One could just as easily say, "You can be 17 years and 364 days old and it is still illegal for you to star in a porn movie. In fact, if you did, you were breaking the law and so was anybody else who was making the movie with you. Yet the very next day, on your 18th birthday, you can now legally walk into a bedroom and have all the sex the camera can capture. What sense does that make?"

A society that proscribes children engaging in certain activities is compelled to draw an arbitrary line. When the line is drawn, there will be those on one side of the line who perhaps should be able to engage in the activity, but can't, and those on the other side of the line who should not be able to engage in the activity, but can. There are 12-year-olds who could responsibly drink wine at the dinner table, and 30-, 40-, 50-, and 60-year-olds who should never touch the stuff. A society of virtuous people would not need a government drawing the line, but if we were ever a society of virtuous people, we have long since lost that distinction.
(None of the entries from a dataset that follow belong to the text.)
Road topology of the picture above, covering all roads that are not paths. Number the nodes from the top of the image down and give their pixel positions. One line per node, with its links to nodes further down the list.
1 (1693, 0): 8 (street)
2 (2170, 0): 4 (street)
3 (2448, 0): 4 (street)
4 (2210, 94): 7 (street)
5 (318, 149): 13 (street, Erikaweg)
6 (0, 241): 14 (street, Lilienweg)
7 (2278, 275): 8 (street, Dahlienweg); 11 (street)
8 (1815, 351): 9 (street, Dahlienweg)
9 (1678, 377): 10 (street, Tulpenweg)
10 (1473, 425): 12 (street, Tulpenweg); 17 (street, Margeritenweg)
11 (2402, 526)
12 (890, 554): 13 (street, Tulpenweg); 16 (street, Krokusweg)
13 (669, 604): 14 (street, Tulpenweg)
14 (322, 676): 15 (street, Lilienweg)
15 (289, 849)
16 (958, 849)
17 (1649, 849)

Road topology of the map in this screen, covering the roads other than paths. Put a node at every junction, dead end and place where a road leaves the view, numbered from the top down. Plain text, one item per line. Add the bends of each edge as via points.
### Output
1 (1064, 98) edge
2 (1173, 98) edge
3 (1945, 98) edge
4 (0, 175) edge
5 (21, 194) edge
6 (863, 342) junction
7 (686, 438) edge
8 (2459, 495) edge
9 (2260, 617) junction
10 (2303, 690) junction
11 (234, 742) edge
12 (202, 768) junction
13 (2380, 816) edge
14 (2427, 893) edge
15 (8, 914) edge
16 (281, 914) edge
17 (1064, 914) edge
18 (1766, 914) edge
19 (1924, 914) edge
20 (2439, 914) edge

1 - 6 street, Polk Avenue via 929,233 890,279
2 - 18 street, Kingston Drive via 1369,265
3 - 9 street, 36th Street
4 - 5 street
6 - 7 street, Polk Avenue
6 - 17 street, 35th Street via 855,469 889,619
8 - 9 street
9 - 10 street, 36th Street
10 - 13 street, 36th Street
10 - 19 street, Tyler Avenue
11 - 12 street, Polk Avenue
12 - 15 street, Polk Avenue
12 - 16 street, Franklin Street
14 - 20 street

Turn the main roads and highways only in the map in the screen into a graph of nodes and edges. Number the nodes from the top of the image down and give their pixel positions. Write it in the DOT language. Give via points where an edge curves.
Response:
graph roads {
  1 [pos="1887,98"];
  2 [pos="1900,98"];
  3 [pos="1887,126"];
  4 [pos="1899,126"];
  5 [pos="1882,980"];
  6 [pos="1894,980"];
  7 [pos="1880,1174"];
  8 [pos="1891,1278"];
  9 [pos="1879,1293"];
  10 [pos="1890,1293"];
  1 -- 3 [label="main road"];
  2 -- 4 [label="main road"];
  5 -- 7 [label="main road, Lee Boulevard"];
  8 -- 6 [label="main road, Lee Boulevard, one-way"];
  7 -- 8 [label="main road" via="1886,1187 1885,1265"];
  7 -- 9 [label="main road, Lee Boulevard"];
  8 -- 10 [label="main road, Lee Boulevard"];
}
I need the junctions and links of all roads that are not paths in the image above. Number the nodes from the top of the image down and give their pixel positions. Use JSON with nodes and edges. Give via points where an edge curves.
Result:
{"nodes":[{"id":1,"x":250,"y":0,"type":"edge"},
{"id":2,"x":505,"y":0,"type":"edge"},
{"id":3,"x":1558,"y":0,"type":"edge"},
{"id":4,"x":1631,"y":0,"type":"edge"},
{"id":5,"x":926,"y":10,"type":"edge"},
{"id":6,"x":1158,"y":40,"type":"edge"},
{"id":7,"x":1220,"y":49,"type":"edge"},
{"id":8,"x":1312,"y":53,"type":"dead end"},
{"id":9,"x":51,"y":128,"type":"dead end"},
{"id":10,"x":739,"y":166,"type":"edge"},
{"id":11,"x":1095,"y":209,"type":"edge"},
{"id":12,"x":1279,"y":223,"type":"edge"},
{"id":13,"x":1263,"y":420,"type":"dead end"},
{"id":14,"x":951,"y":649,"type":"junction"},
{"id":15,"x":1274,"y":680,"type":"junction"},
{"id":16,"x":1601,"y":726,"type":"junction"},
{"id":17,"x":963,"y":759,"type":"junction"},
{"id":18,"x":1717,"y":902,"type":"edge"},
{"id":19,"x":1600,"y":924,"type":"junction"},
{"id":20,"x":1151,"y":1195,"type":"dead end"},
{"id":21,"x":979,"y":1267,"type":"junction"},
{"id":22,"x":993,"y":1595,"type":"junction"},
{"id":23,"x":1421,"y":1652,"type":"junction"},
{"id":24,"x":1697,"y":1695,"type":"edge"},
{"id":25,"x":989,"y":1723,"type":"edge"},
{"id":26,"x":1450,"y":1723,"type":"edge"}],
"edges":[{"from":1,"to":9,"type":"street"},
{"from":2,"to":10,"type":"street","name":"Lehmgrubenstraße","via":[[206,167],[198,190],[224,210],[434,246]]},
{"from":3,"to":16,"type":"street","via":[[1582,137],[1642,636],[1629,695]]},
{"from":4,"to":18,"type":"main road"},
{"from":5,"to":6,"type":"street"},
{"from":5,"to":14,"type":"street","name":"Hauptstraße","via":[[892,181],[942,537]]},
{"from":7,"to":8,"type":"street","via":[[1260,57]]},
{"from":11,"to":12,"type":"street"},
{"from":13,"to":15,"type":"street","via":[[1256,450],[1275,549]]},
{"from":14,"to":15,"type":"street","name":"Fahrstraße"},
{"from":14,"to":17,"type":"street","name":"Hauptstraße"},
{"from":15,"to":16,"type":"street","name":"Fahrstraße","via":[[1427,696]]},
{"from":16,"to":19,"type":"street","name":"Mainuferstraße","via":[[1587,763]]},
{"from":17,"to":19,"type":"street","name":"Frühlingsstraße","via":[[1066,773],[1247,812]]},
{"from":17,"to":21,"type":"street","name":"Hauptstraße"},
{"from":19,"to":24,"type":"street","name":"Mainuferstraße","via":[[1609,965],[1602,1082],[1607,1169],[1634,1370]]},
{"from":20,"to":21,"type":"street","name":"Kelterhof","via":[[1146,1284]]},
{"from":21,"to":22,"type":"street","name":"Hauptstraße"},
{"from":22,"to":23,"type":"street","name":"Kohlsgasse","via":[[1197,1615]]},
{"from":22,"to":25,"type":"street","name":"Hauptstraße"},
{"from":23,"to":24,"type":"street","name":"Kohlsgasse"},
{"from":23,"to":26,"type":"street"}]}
Push the drinking age back to 18, and around 2,000 people annually will die in teen DUI accidents who are not dying now, based on how many died before the age was raised to 21. OTOH, a few hundred million dollars will not be spent on underage-drinking enforcement that is being spent now. If we wanted to, and were willing to use whatever means were necessary, we could use that money to essentially rid Africa of malaria, or rid India of cholera, and save many more than 2,000 lives--but that would require first the willingness to say that lives in Africa and India are as worthwhile as those in the US, second the willingness to allow older teens to live, or die, with the consequences of their own, sometimes immature choices, and third the ensuring that the money saved from the non-enforcement of "21" would actually go into effective programs to save those who are in danger of malaria or cholera. Those are three big "if"s, and if a society is not virtuous enough to handle individual choice in alcohol, it certainly would not be virtuous enough to handle the three "if"s.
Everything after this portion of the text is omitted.